Por primera vez desde que se había incorporado al ejército, se llevó un susto terrible ante un simple soldado raso de infantería. Se hallaban en una minúscula aldea de Galizia, semidestruida. El capitán Tarabas se había alojado en una de las chozas que aún se conservaban relativamente bien; había pasado la noche con la hija de catorce años de la campesina y por la mañana había pedido café con aguardiente a su ordenanza. Era un día soleado, hacia las nueve de la mañana. Con las botas recién lustradas, los anchos pantalones de montar con aplicaciones de piel limpios e impecables, una pequeña fusta en la mano, bien afeitado y provisto de toda la sensación de bienestar que podía invadir a un hombre como Tarabas en una espléndida mañana otoñal después de una noche placentera, el capitán abandonó la choza y a la muchacha, agachada y en camisón frente a la puerta. Con su varita de montar, le golpeó suavemente los hombros. La muchacha se levantó. Él le preguntó cómo se llamaba.
—El señor me preguntó ya mi nombre anoche —dijo la muchacha—, cuando fui a la cama.

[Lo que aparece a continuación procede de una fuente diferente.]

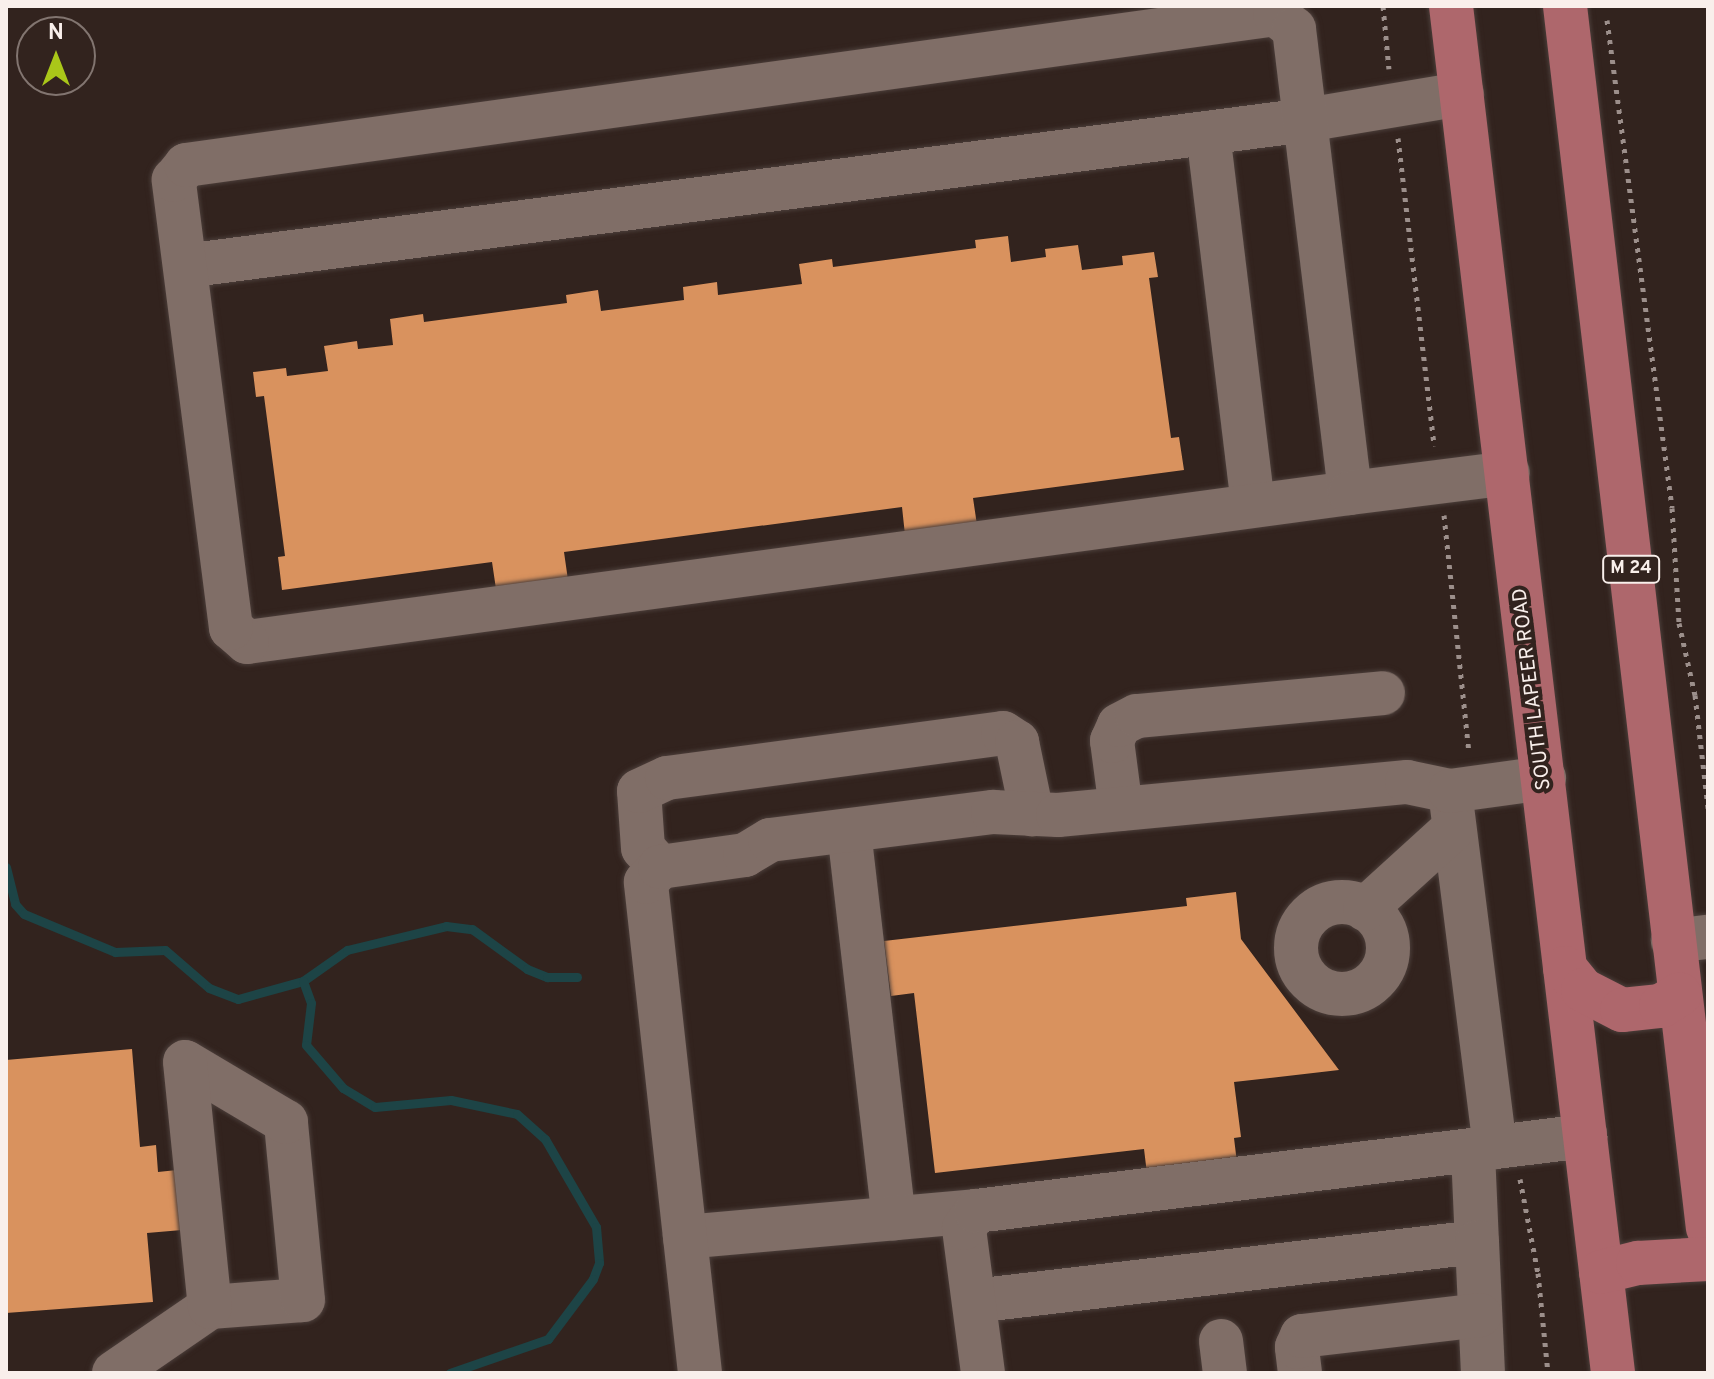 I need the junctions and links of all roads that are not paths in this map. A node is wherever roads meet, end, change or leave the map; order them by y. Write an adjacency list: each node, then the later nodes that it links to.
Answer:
1 (1451, 6): 3 (main road, SOUTH LAPEER ROAD)
2 (1565, 6): 18 (main road, M 24)
3 (1462, 94): 4 (lane); 7 (main road, SOUTH LAPEER ROAD)
4 (1306, 120): 5 (lane); 6 (lane); 8 (lane)
5 (1208, 133): 6 (lane); 9 (lane)
6 (185, 266): 9 (lane)
7 (1508, 473): 8 (lane); 11 (main road, SOUTH LAPEER ROAD)
8 (1350, 493): 9 (lane)
9 (1253, 504)
10 (1383, 693): 13 (lane)
11 (1544, 778): 12 (lane); 19 (main road, SOUTH LAPEER ROAD)
12 (1459, 802): 13 (lane); 17 (lane); 22 (lane)
13 (1121, 809): 14 (lane)
14 (1032, 814): 15 (lane); 16 (lane)
15 (849, 831): 16 (lane); 24 (lane)
16 (660, 867): 26 (lane)
17 (1365, 909)
18 (1690, 939): 20 (main road, M 24)
19 (1565, 968): 20 (main road); 21 (main road, SOUTH LAPEER ROAD)
20 (1680, 994): 25 (main road, M 24)
21 (1585, 1136): 22 (lane); 29 (main road, SOUTH LAPEER ROAD)
22 (1495, 1148): 23 (lane); 27 (lane)
23 (976, 1211): 24 (lane); 30 (lane)
24 (894, 1218): 26 (lane)
25 (1708, 1228)
26 (685, 1237): 34 (lane)
27 (1477, 1242): 30 (lane); 32 (lane)
28 (1708, 1259): 29 (main road)
29 (1601, 1272): 38 (main road, SOUTH LAPEER ROAD)
30 (974, 1301): 35 (lane)
31 (210, 1307): 31 (lane); 33 (lane)
32 (1480, 1315): 36 (lane); 37 (lane)
33 (114, 1373)
34 (700, 1373)
35 (983, 1373)
36 (1300, 1373)
37 (1483, 1373)
38 (1613, 1373)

En sus ojos menudos, verdes, muy hundidos en las mejillas, había una chispa de malicia y de picardía. Tarabas contempló su joven pecho bajo el camisón, y la fina cadenita que llevaba al cuello; pensó en la cruz sobre el pecho de María y dijo tocando con la fusta la cabeza de la muchacha:
—¡Te llamas María, desde ahora y mientras yo permanezca aquí!

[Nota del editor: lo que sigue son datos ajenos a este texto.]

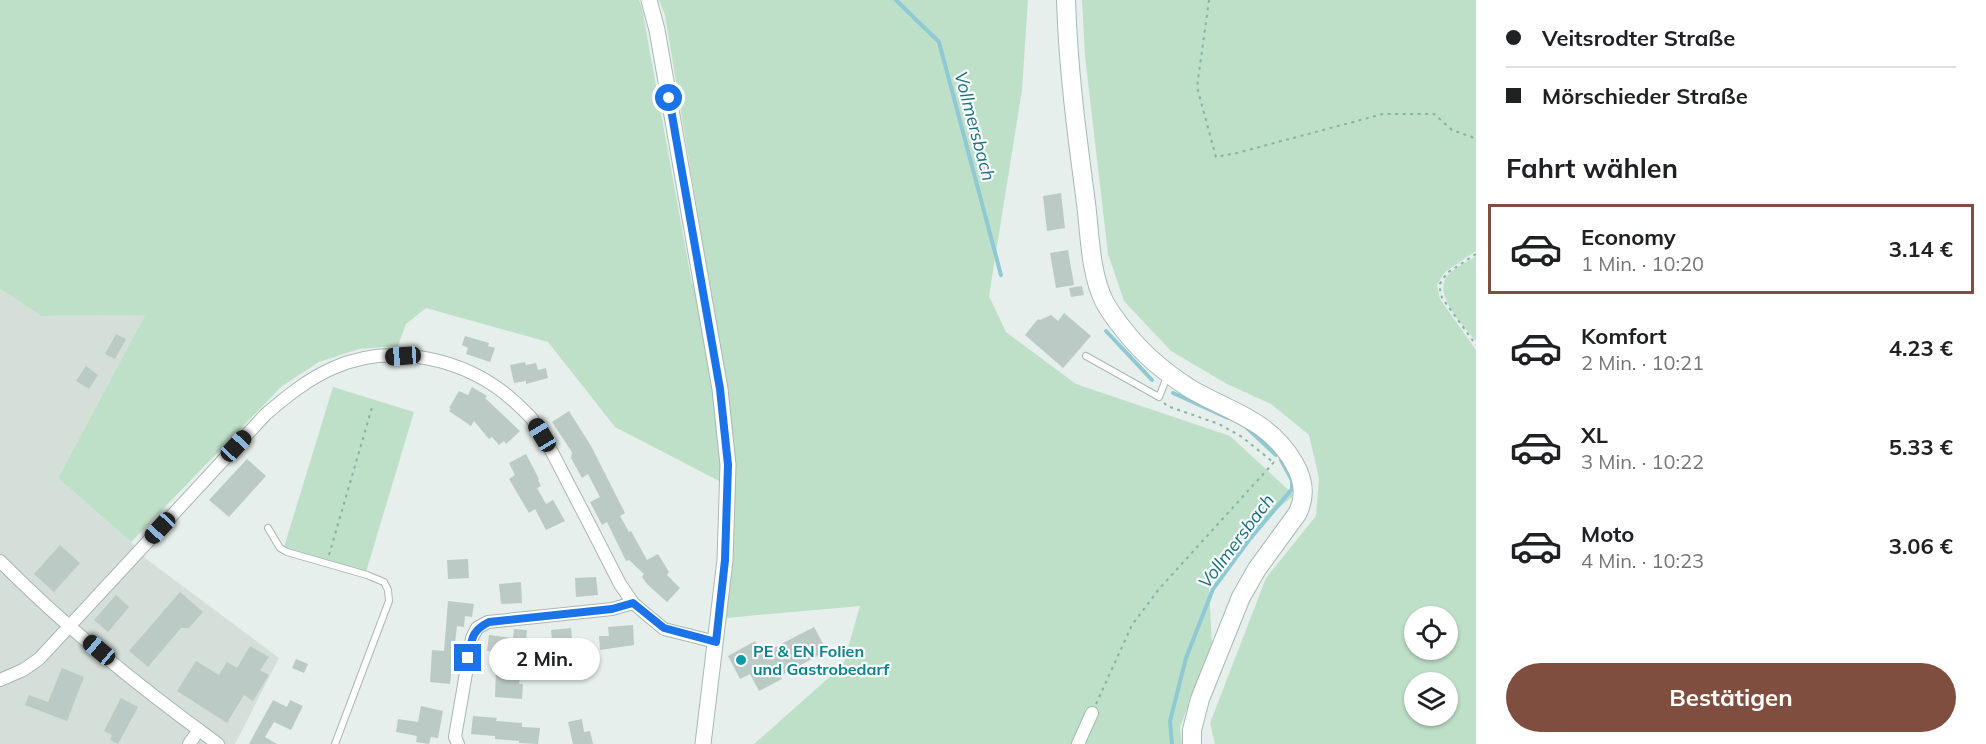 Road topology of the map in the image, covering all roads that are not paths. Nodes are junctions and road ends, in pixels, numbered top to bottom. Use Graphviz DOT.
graph roads {
  1 [pos="649,0"];
  2 [pos="1066,0"];
  3 [pos="1086,356"];
  4 [pos="1168,374"];
  5 [pos="268,528"];
  6 [pos="0,561"];
  7 [pos="633,603"];
  8 [pos="69,626"];
  9 [pos="716,642"];
  10 [pos="0,680"];
  11 [pos="1092,713"];
  12 [pos="199,730"];
  13 [pos="189,744"];
  14 [pos="218,744"];
  15 [pos="335,744"];
  16 [pos="458,744"];
  17 [pos="703,744"];
  18 [pos="1078,744"];
  19 [pos="1192,744"];
  1 -- 9 [label="street"];
  2 -- 4 [label="main road"];
  3 -- 4 [label="lane"];
  4 -- 19 [label="main road"];
  5 -- 15 [label="lane"];
  6 -- 8 [label="street"];
  7 -- 8 [label="street"];
  7 -- 9 [label="street"];
  7 -- 16 [label="street"];
  8 -- 10 [label="street"];
  8 -- 12 [label="street"];
  9 -- 17 [label="street"];
  11 -- 18 [label="street"];
  12 -- 13 [label="street"];
  12 -- 14 [label="street"];
}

—¡Sí, Excelencia! —dijo la chiquilla. Y Tarabas se alejó silbando.
Como hemos dicho, estaba de magnífico humor. Con su fusta de montar intentaba tronchar las relucientes hebras del veranillo de San Martín. No lo conseguía; aquellas extrañas criaturas hechas de la nada se enroscaban más bien en torno a la varilla, casi podía decirse que la festejaban amorosamente. También esto gustó a Tarabas. Luego se lió un cigarrillo con el tabaco que llevaba suelto en el bolsillo, y moderó el paso. Se fue aproximando al campamento de sus hombres. Venía ya el suboficial a darle el parte. Era domingo. Los soldados yacían perezosa y lánguidamente en los declives de los prados y en los campos de rastrojos. «¡Quedaos tendidos!», gritó Tarabas al acercarse a ellos. Sin embargo se levantó uno, uno de los primeros, al borde de la carretera. Y aunque este soldado saludó de acuerdo con las ordenanzas e incluso con deferencia, tieso como un palo, había en su presencia algo que para la sensibilidad de Tarabas resultaba terco, insolente, algo de incomprensible superioridad. ¡No, aquél no había sido formado por la mano de Tarabas! ¡Había un intruso en la compañía!
Tarabas se acercó… e inmediatamente dio un paso atrás. En este preciso instante empezó a sonar la campana de la pequeña iglesia griega. Las primeras campesinas se dejaron ver ya en el camino que conducía a la iglesia. Era domingo. Tarabas se persignó, siempre con la vista fija en el soldado forastero. Y era como si hubiese hecho el signo de la cruz por miedo a aquel hombre. Y fue en este instante cuando lo vio claro: el soldado forastero era un judío pelirrojo. Un judío pelirrojo. ¡Pelirrojo, judío… y era domingo!
Por primera vez desde su llegada al ejército, volvió a surgir en Nikolaus Tarabas la vieja superstición. De pronto supo también que su destino iba a cambiar.
—¿Cómo has llegado hasta aquí? —preguntó Tarabas.
El soldado sacó un papel del bolsillo. En él se decía que había venido del desmantelado Regimiento de Infantería n.° 52, que en parte había desertado y en parte se había pasado a los bolcheviques.
—Está bien —dijo el capitán Tarabas—. ¿Eres judío?
—¡Sí! —dijo el soldado—, ¡mis padres eran judíos! ¡Pero yo no conozco ningún Dios!
Nikolaus Tarabas dio otro paso atrás. Se golpeó las botas con la fusta. El pelirrojo tenía unos ojos verdegrises y unos breves mechones llameantes en lugar de cejas.
—¡Vamos, que eres un sin Dios! —dijo el capitán—. ¡Vaya, vaya!
Y continuó su camino. El soldado volvió a tumbarse al borde del camino. Tarabas se volvió una vez a mirarlo. Y vio el pelo rojo del forastero relucir entre el escaso verde de la ladera: una pequeña llamita en la carretera gris y polvorienta.